====== Information provided
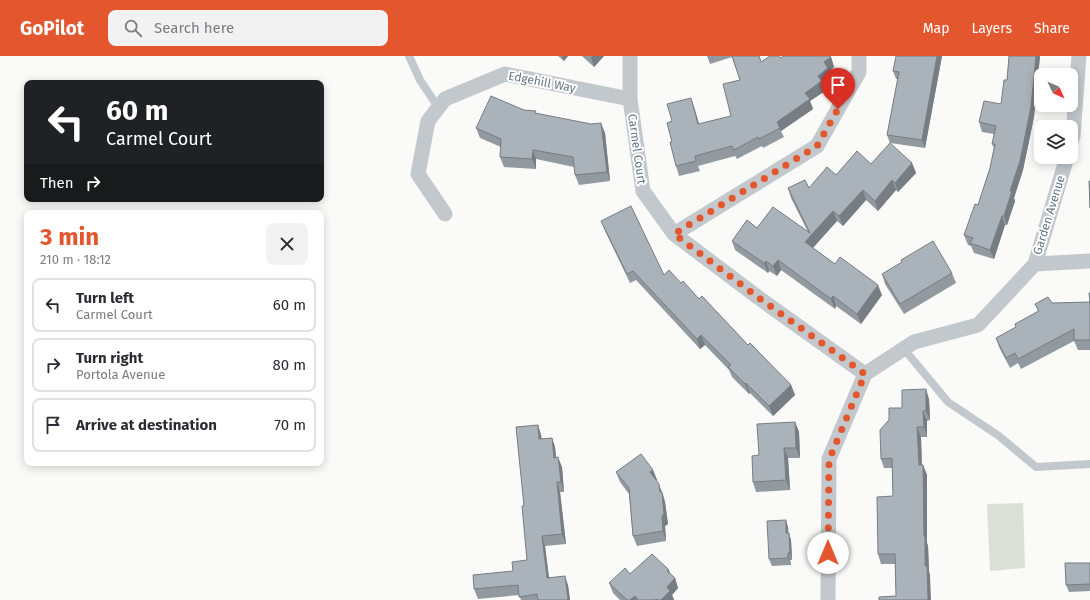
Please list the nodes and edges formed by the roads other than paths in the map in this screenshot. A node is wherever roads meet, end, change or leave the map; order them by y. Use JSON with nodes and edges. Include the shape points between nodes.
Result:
{"nodes":[{"id":1,"x":409,"y":56,"type":"edge"},
{"id":2,"x":630,"y":56,"type":"edge"},
{"id":3,"x":860,"y":56,"type":"edge"},
{"id":4,"x":1080,"y":56,"type":"edge"},
{"id":5,"x":630,"y":99,"type":"junction"},
{"id":6,"x":438,"y":107,"type":"junction"},
{"id":7,"x":1074,"y":120,"type":"edge"},
{"id":8,"x":1064,"y":164,"type":"edge"},
{"id":9,"x":445,"y":214,"type":"dead end"},
{"id":10,"x":674,"y":234,"type":"junction"},
{"id":11,"x":1090,"y":262,"type":"edge"},
{"id":12,"x":1035,"y":264,"type":"junction"},
{"id":13,"x":904,"y":349,"type":"junction"},
{"id":14,"x":865,"y":374,"type":"junction"},
{"id":15,"x":1090,"y":464,"type":"edge"},
{"id":16,"x":828,"y":600,"type":"edge"}],
"edges":[{"from":1,"to":6,"type":"lane","via":[[420,80]]},
{"from":2,"to":5,"type":"street","name":"Carmel Court"},
{"from":3,"to":10,"type":"street","via":[[859,72],[817,146]]},
{"from":4,"to":7,"type":"street"},
{"from":5,"to":6,"type":"street","name":"Edgehill Way","via":[[505,74],[445,99]]},
{"from":5,"to":10,"type":"street","name":"Carmel Court","via":[[643,191]]},
{"from":6,"to":9,"type":"street","name":"Edgehill Way","via":[[428,121],[418,174]]},
{"from":8,"to":12,"type":"street","name":"Garden Avenue"},
{"from":10,"to":14,"type":"street","name":"Carmel Court"},
{"from":11,"to":12,"type":"street"},
{"from":12,"to":13,"type":"street","name":"Garden Avenue","via":[[978,325],[914,342]]},
{"from":13,"to":14,"type":"street","name":"Garden Avenue"},
{"from":13,"to":15,"type":"lane","via":[[948,402],[999,436],[1036,467]]},
{"from":14,"to":16,"type":"street","via":[[829,460]]}]}
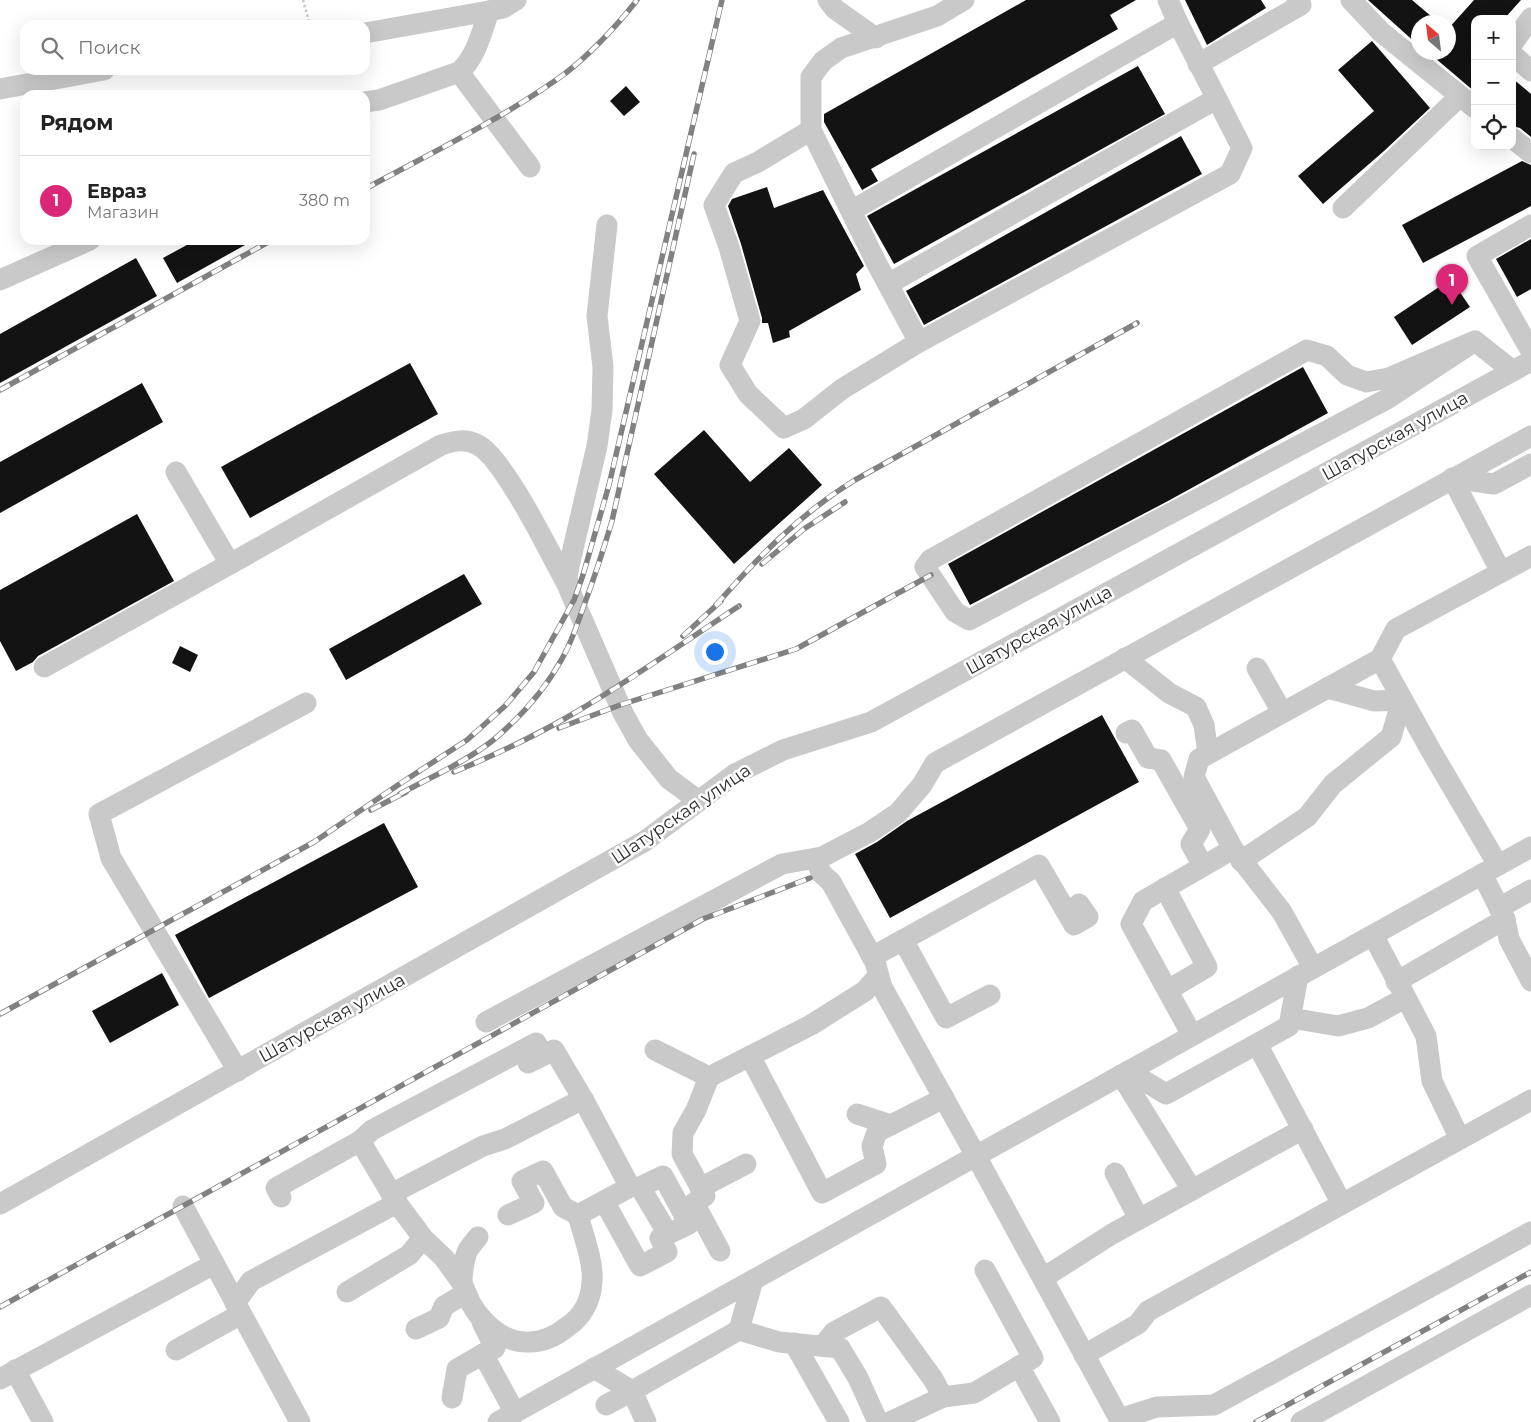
============
- _Exercise objective_
The string "Carmel" may appear in the entries. Say how many lines contain it, as a bare number.

- _Task output_
3